**GIVEN ENTRIES:**
*** Block opens ***
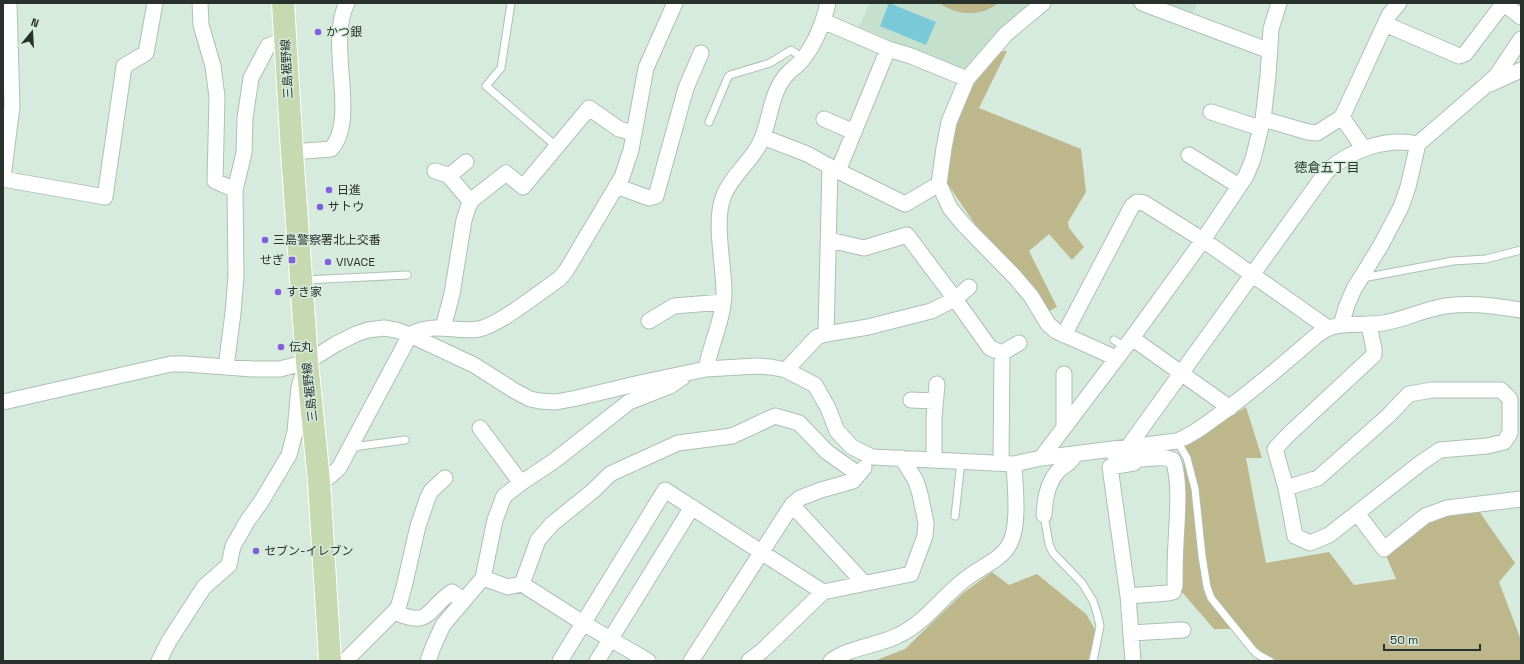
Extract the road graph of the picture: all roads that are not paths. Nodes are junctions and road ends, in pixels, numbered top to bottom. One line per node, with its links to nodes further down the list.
1 (8, 3): 41 (street)
2 (155, 3): 41 (street)
3 (200, 3): 45 (street)
4 (283, 3): 17 (main road, 三島裾野線)
5 (347, 3): 37 (street)
6 (511, 3): 35 (lane)
7 (675, 3): 32 (street)
8 (828, 3): 15 (street)
9 (1043, 3): 24 (street)
10 (1142, 3): 20 (street)
11 (1279, 3): 20 (street)
12 (1399, 3): 16 (street)
13 (1503, 3): 14 (street); 16 (street)
14 (1521, 17)
15 (824, 21): 19 (street); 22 (street)
16 (1385, 24): 27 (street)
17 (285, 39): 37 (main road, 三島裾野線); 45 (street)
18 (1521, 39): 25 (street)
19 (888, 49): 24 (street); 31 (street)
20 (1270, 51): 30 (street)
21 (701, 53): 43 (street)
22 (803, 58): 29 (lane); 33 (street)
23 (1521, 70): 25 (street)
24 (967, 79): 42 (street)
25 (1485, 86): 34 (street)
26 (1211, 112): 30 (street)
27 (1342, 117): 30 (street); 36 (street)
28 (824, 119): 31 (street)
29 (709, 122)
30 (1261, 123): 44 (street)
31 (854, 132): 40 (street)
32 (633, 133): 35 (street); 43 (street)
33 (763, 137): 40 (street); 56 (street)
34 (1418, 144): 36 (street); 52 (street)
35 (556, 146): 46 (street)
36 (1364, 149): 50 (street)
37 (292, 152): 53 (main road, 三島裾野線)
38 (1189, 156): 44 (street)
39 (466, 162): 46 (street)
40 (834, 169): 42 (street); 47 (street)
41 (3, 178)
42 (939, 184): 64 (street)
43 (616, 186): 61 (street)
44 (1239, 186): 48 (street)
45 (235, 190): 69 (street)
46 (471, 202): 61 (street)
47 (829, 240): 55 (street); 62 (street)
48 (1203, 240): 50 (street); 64 (street); 66 (street)
49 (1521, 250): 52 (lane)
50 (1253, 274): 60 (street); 73 (street)
51 (407, 275): 53 (lane)
52 (1360, 277): 60 (street)
53 (302, 280): 68 (main road, 三島裾野線)
54 (969, 286): 55 (street)
55 (955, 299): 62 (street); 67 (street)
56 (723, 302): 58 (street); 70 (street)
57 (1521, 310): 59 (street)
58 (649, 320)
59 (1369, 325): 60 (street); 99 (street)
60 (1335, 327): 79 (street)
61 (443, 328): 63 (street)
62 (826, 334): 71 (street)
63 (410, 335): 68 (street); 72 (street); 85 (street)
64 (1064, 335): 66 (street)
65 (1019, 343): 67 (street)
66 (1122, 346): 73 (street); 80 (street)
67 (1002, 353): 94 (street)
68 (307, 362): 69 (street); 97 (main road, 三島裾野線); 118 (street)
69 (226, 367): 78 (street)
70 (706, 369): 71 (street); 72 (street)
71 (786, 370): 88 (street)
72 (686, 373): 98 (street)
73 (1181, 373): 79 (street); 84 (street)
74 (1064, 374): 80 (street)
75 (937, 384): 77 (street)
76 (911, 400): 77 (street)
77 (934, 401): 92 (street)
78 (3, 402)
79 (1230, 408): 83 (street)
80 (1064, 427): 90 (street)
81 (480, 428): 98 (street)
82 (405, 440): 85 (lane)
83 (1177, 441): 84 (street); 130 (lane)
84 (1128, 447): 86 (street)
85 (348, 450): 97 (street)
86 (1111, 450): 87 (street); 91 (street)
87 (1075, 454): 90 (street); 104 (street)
88 (872, 457): 89 (street); 95 (street)
89 (902, 458): 92 (street); 108 (street)
90 (1041, 458): 94 (street)
91 (1152, 458): 111 (street); 111 (street)
92 (934, 459): 93 (street)
93 (961, 461): 94 (street); 105 (lane)
94 (1007, 463): 127 (street)
95 (858, 474): 101 (street); 109 (street)
96 (445, 478): 113 (street)
97 (319, 480): 119 (main road, 三島裾野線)
98 (520, 483): 107 (street)
99 (1286, 488): 103 (street); 103 (street)
100 (1521, 499): 103 (street)
101 (792, 505): 106 (street); 108 (street)
102 (692, 507): 106 (street); 114 (street); 117 (street)
103 (1357, 513)
104 (1044, 515): 128 (lane)
105 (955, 516)
106 (762, 552): 110 (street); 125 (street)
107 (483, 578): 109 (street); 112 (street)
108 (864, 583): 110 (street)
109 (522, 584): 114 (street)
110 (823, 592): 126 (street)
111 (1128, 596): 116 (street)
112 (464, 600): 113 (street); 121 (street)
113 (395, 612): 120 (street)
114 (583, 623): 117 (street); 122 (street)
115 (1183, 630): 116 (street)
116 (1131, 633): 129 (street)
117 (610, 639): 123 (street); 124 (street)
118 (159, 661)
119 (330, 661)
120 (346, 661)
121 (428, 661)
122 (560, 661)
123 (597, 661)
124 (648, 661)
125 (692, 661)
126 (749, 661)
127 (832, 661)
128 (1093, 661)
129 (1133, 661)
130 (1270, 661)

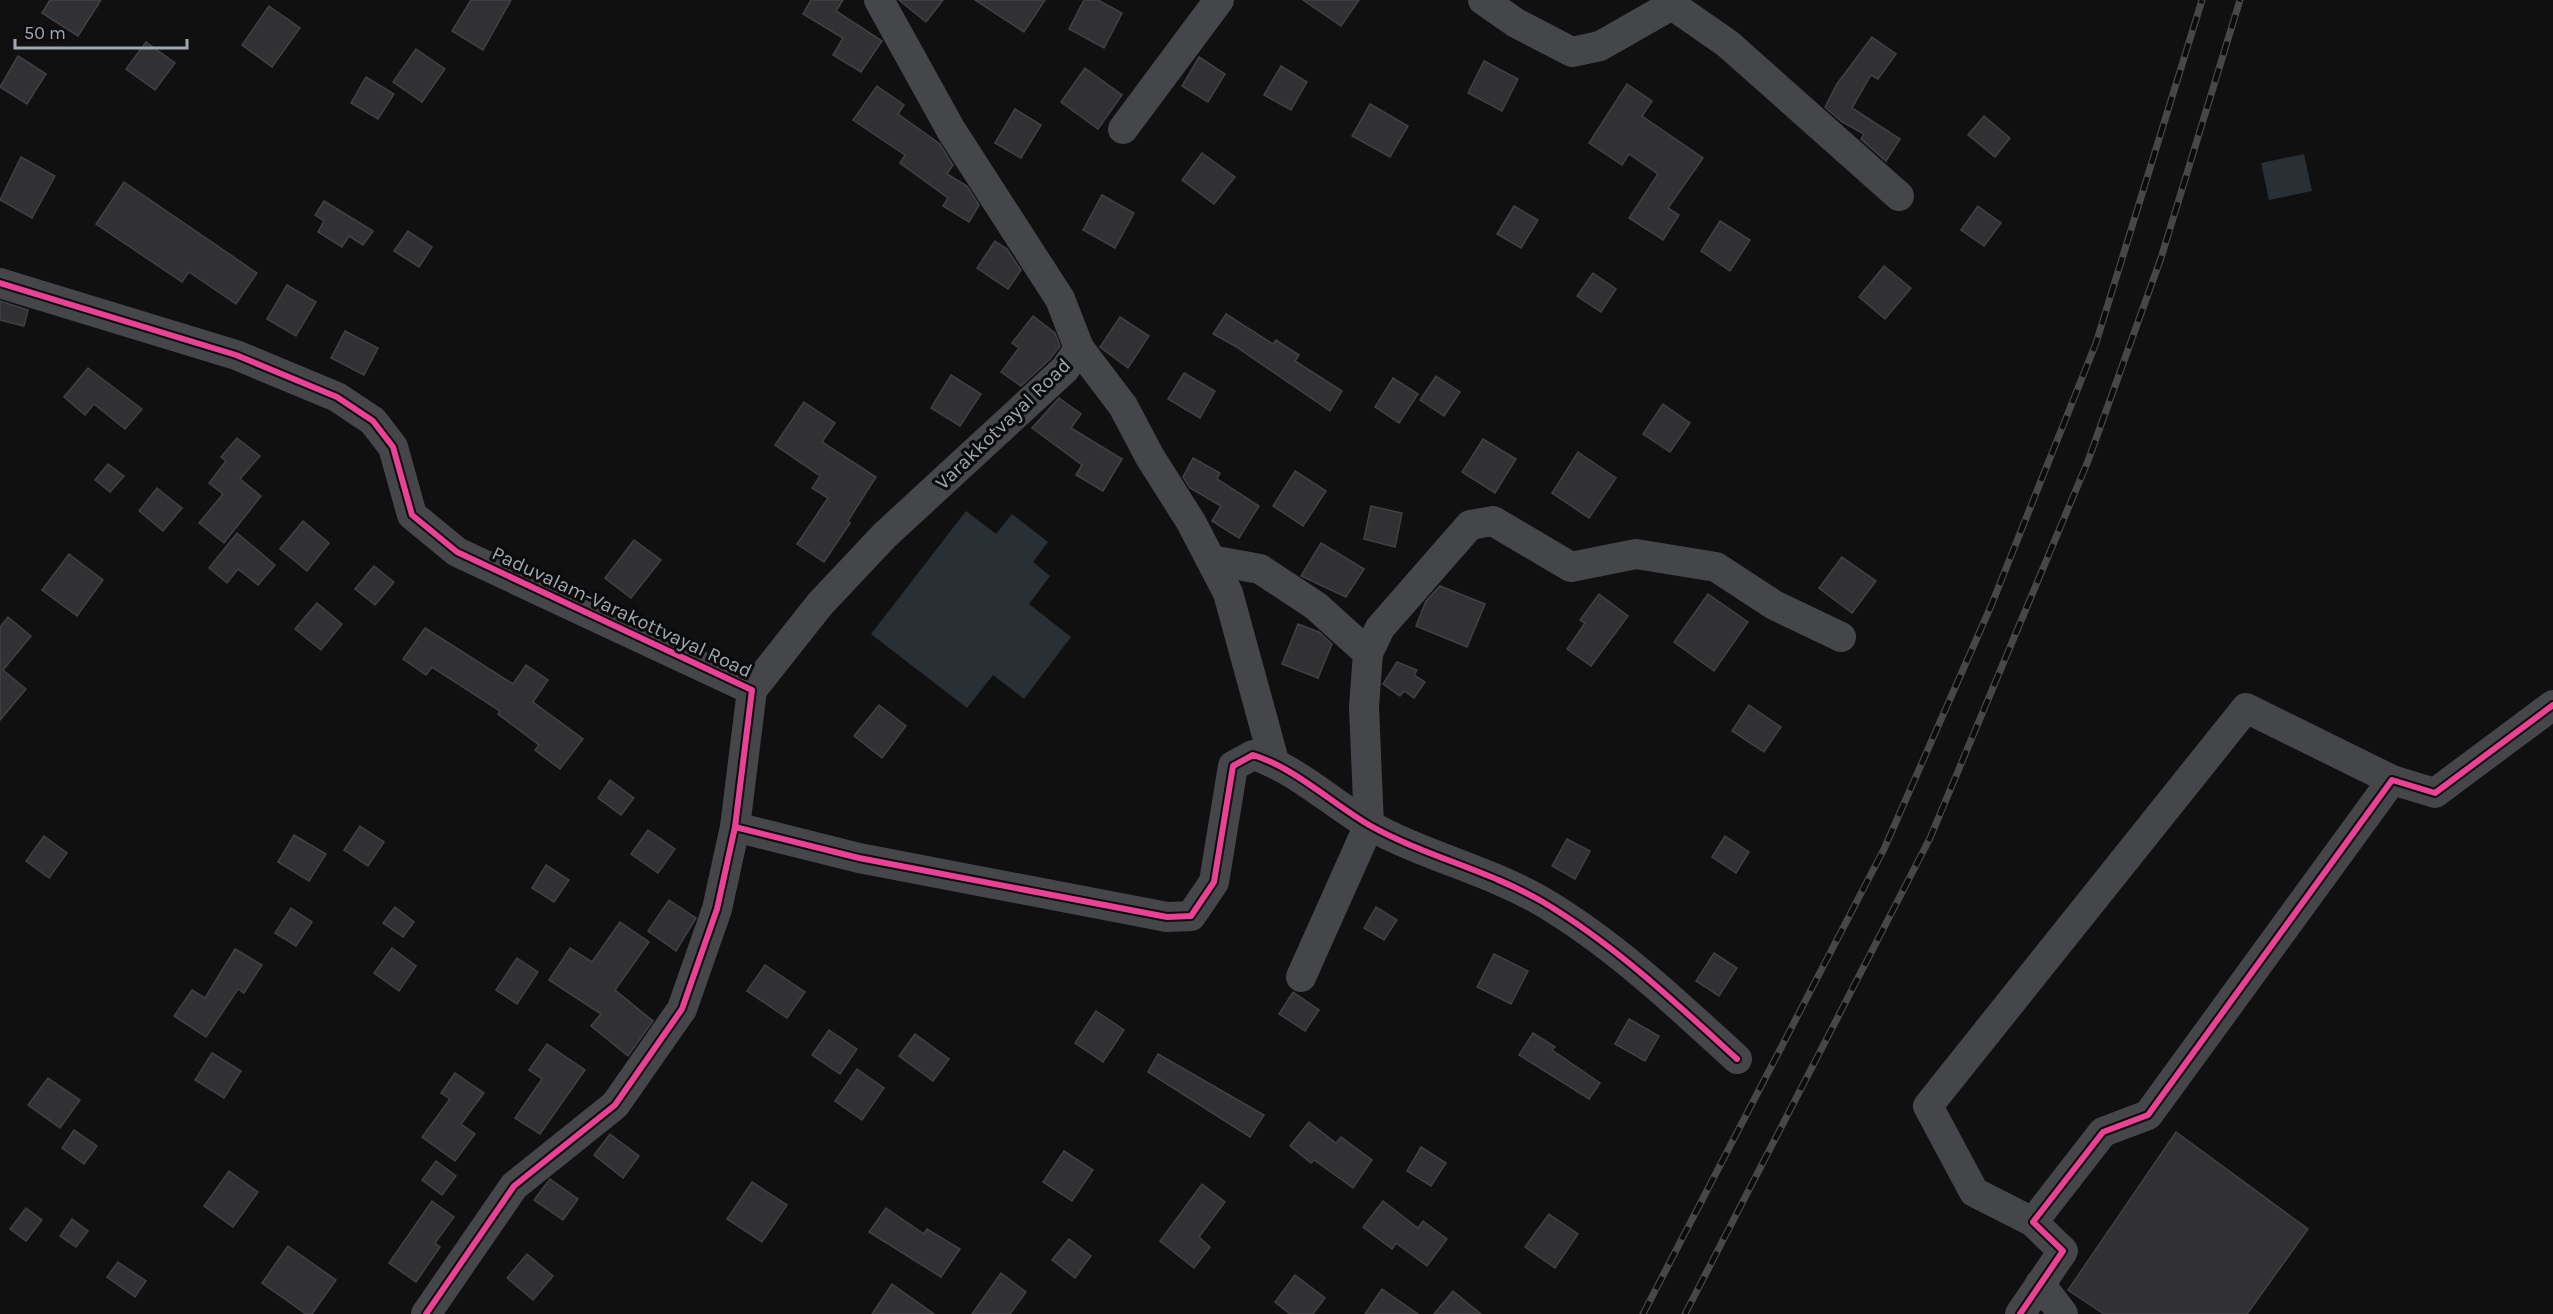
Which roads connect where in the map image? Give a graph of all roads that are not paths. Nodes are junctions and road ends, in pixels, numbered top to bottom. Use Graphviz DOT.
graph roads {
  1 [pos="879,0"];
  2 [pos="1219,0"];
  3 [pos="1484,0"];
  4 [pos="1674,2"];
  5 [pos="1123,129"];
  6 [pos="1899,196"];
  7 [pos="0,283"];
  8 [pos="1079,348"];
  9 [pos="1211,560"];
  10 [pos="1841,637"];
  11 [pos="1368,653"];
  12 [pos="752,690"];
  13 [pos="2553,705"];
  14 [pos="1274,761"];
  15 [pos="2392,780"];
  16 [pos="1369,825"];
  17 [pos="735,827"];
  18 [pos="1301,976"];
  19 [pos="1737,1059"];
  20 [pos="2033,1222"];
  21 [pos="2040,1284"];
  22 [pos="426,1314"];
  23 [pos="2020,1314"];
  24 [pos="2063,1314"];
  1 -- 8 [label="street, Varakkotvayal Road"];
  2 -- 5 [label="street"];
  3 -- 4 [label="street"];
  4 -- 6 [label="street"];
  7 -- 12 [label="street, Paduvalam-Varakottvayal Road"];
  8 -- 9 [label="street"];
  8 -- 12 [label="street, Varakkotvayal Road"];
  9 -- 11 [label="street"];
  9 -- 14 [label="street"];
  10 -- 11 [label="street"];
  11 -- 16 [label="street"];
  12 -- 17 [label="street, Paduvalam-Varakottvayal Road"];
  13 -- 15 [label="street"];
  14 -- 16 [label="street"];
  14 -- 17 [label="street"];
  15 -- 20 [label="street"];
  15 -- 20 [label="street"];
  16 -- 18 [label="street"];
  16 -- 19 [label="street"];
  17 -- 22 [label="street, Paduvalam-Varakottvayal Road"];
  20 -- 21 [label="street"];
  21 -- 23 [label="street"];
  21 -- 24 [label="street"];
}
*** Block closes ***
**YOUR TASK:**
Images stay out, but the rest of the data above must be repeated exactly.

**EXERCISE RESPONSE:**
Extract the road graph of the picture: all roads that are not paths. Nodes are junctions and road ends, in pixels, numbered top to bottom. One line per node, with its links to nodes further down the list.
1 (8, 3): 41 (street)
2 (155, 3): 41 (street)
3 (200, 3): 45 (street)
4 (283, 3): 17 (main road, 三島裾野線)
5 (347, 3): 37 (street)
6 (511, 3): 35 (lane)
7 (675, 3): 32 (street)
8 (828, 3): 15 (street)
9 (1043, 3): 24 (street)
10 (1142, 3): 20 (street)
11 (1279, 3): 20 (street)
12 (1399, 3): 16 (street)
13 (1503, 3): 14 (street); 16 (street)
14 (1521, 17)
15 (824, 21): 19 (street); 22 (street)
16 (1385, 24): 27 (street)
17 (285, 39): 37 (main road, 三島裾野線); 45 (street)
18 (1521, 39): 25 (street)
19 (888, 49): 24 (street); 31 (street)
20 (1270, 51): 30 (street)
21 (701, 53): 43 (street)
22 (803, 58): 29 (lane); 33 (street)
23 (1521, 70): 25 (street)
24 (967, 79): 42 (street)
25 (1485, 86): 34 (street)
26 (1211, 112): 30 (street)
27 (1342, 117): 30 (street); 36 (street)
28 (824, 119): 31 (street)
29 (709, 122)
30 (1261, 123): 44 (street)
31 (854, 132): 40 (street)
32 (633, 133): 35 (street); 43 (street)
33 (763, 137): 40 (street); 56 (street)
34 (1418, 144): 36 (street); 52 (street)
35 (556, 146): 46 (street)
36 (1364, 149): 50 (street)
37 (292, 152): 53 (main road, 三島裾野線)
38 (1189, 156): 44 (street)
39 (466, 162): 46 (street)
40 (834, 169): 42 (street); 47 (street)
41 (3, 178)
42 (939, 184): 64 (street)
43 (616, 186): 61 (street)
44 (1239, 186): 48 (street)
45 (235, 190): 69 (street)
46 (471, 202): 61 (street)
47 (829, 240): 55 (street); 62 (street)
48 (1203, 240): 50 (street); 64 (street); 66 (street)
49 (1521, 250): 52 (lane)
50 (1253, 274): 60 (street); 73 (street)
51 (407, 275): 53 (lane)
52 (1360, 277): 60 (street)
53 (302, 280): 68 (main road, 三島裾野線)
54 (969, 286): 55 (street)
55 (955, 299): 62 (street); 67 (street)
56 (723, 302): 58 (street); 70 (street)
57 (1521, 310): 59 (street)
58 (649, 320)
59 (1369, 325): 60 (street); 99 (street)
60 (1335, 327): 79 (street)
61 (443, 328): 63 (street)
62 (826, 334): 71 (street)
63 (410, 335): 68 (street); 72 (street); 85 (street)
64 (1064, 335): 66 (street)
65 (1019, 343): 67 (street)
66 (1122, 346): 73 (street); 80 (street)
67 (1002, 353): 94 (street)
68 (307, 362): 69 (street); 97 (main road, 三島裾野線); 118 (street)
69 (226, 367): 78 (street)
70 (706, 369): 71 (street); 72 (street)
71 (786, 370): 88 (street)
72 (686, 373): 98 (street)
73 (1181, 373): 79 (street); 84 (street)
74 (1064, 374): 80 (street)
75 (937, 384): 77 (street)
76 (911, 400): 77 (street)
77 (934, 401): 92 (street)
78 (3, 402)
79 (1230, 408): 83 (street)
80 (1064, 427): 90 (street)
81 (480, 428): 98 (street)
82 (405, 440): 85 (lane)
83 (1177, 441): 84 (street); 130 (lane)
84 (1128, 447): 86 (street)
85 (348, 450): 97 (street)
86 (1111, 450): 87 (street); 91 (street)
87 (1075, 454): 90 (street); 104 (street)
88 (872, 457): 89 (street); 95 (street)
89 (902, 458): 92 (street); 108 (street)
90 (1041, 458): 94 (street)
91 (1152, 458): 111 (street); 111 (street)
92 (934, 459): 93 (street)
93 (961, 461): 94 (street); 105 (lane)
94 (1007, 463): 127 (street)
95 (858, 474): 101 (street); 109 (street)
96 (445, 478): 113 (street)
97 (319, 480): 119 (main road, 三島裾野線)
98 (520, 483): 107 (street)
99 (1286, 488): 103 (street); 103 (street)
100 (1521, 499): 103 (street)
101 (792, 505): 106 (street); 108 (street)
102 (692, 507): 106 (street); 114 (street); 117 (street)
103 (1357, 513)
104 (1044, 515): 128 (lane)
105 (955, 516)
106 (762, 552): 110 (street); 125 (street)
107 (483, 578): 109 (street); 112 (street)
108 (864, 583): 110 (street)
109 (522, 584): 114 (street)
110 (823, 592): 126 (street)
111 (1128, 596): 116 (street)
112 (464, 600): 113 (street); 121 (street)
113 (395, 612): 120 (street)
114 (583, 623): 117 (street); 122 (street)
115 (1183, 630): 116 (street)
116 (1131, 633): 129 (street)
117 (610, 639): 123 (street); 124 (street)
118 (159, 661)
119 (330, 661)
120 (346, 661)
121 (428, 661)
122 (560, 661)
123 (597, 661)
124 (648, 661)
125 (692, 661)
126 (749, 661)
127 (832, 661)
128 (1093, 661)
129 (1133, 661)
130 (1270, 661)

Which roads connect where in the map image? Give a graph of all roads that are not paths. Nodes are junctions and road ends, in pixels, numbered top to bottom. Use Graphviz DOT.
graph roads {
  1 [pos="879,0"];
  2 [pos="1219,0"];
  3 [pos="1484,0"];
  4 [pos="1674,2"];
  5 [pos="1123,129"];
  6 [pos="1899,196"];
  7 [pos="0,283"];
  8 [pos="1079,348"];
  9 [pos="1211,560"];
  10 [pos="1841,637"];
  11 [pos="1368,653"];
  12 [pos="752,690"];
  13 [pos="2553,705"];
  14 [pos="1274,761"];
  15 [pos="2392,780"];
  16 [pos="1369,825"];
  17 [pos="735,827"];
  18 [pos="1301,976"];
  19 [pos="1737,1059"];
  20 [pos="2033,1222"];
  21 [pos="2040,1284"];
  22 [pos="426,1314"];
  23 [pos="2020,1314"];
  24 [pos="2063,1314"];
  1 -- 8 [label="street, Varakkotvayal Road"];
  2 -- 5 [label="street"];
  3 -- 4 [label="street"];
  4 -- 6 [label="street"];
  7 -- 12 [label="street, Paduvalam-Varakottvayal Road"];
  8 -- 9 [label="street"];
  8 -- 12 [label="street, Varakkotvayal Road"];
  9 -- 11 [label="street"];
  9 -- 14 [label="street"];
  10 -- 11 [label="street"];
  11 -- 16 [label="street"];
  12 -- 17 [label="street, Paduvalam-Varakottvayal Road"];
  13 -- 15 [label="street"];
  14 -- 16 [label="street"];
  14 -- 17 [label="street"];
  15 -- 20 [label="street"];
  15 -- 20 [label="street"];
  16 -- 18 [label="street"];
  16 -- 19 [label="street"];
  17 -- 22 [label="street, Paduvalam-Varakottvayal Road"];
  20 -- 21 [label="street"];
  21 -- 23 [label="street"];
  21 -- 24 [label="street"];
}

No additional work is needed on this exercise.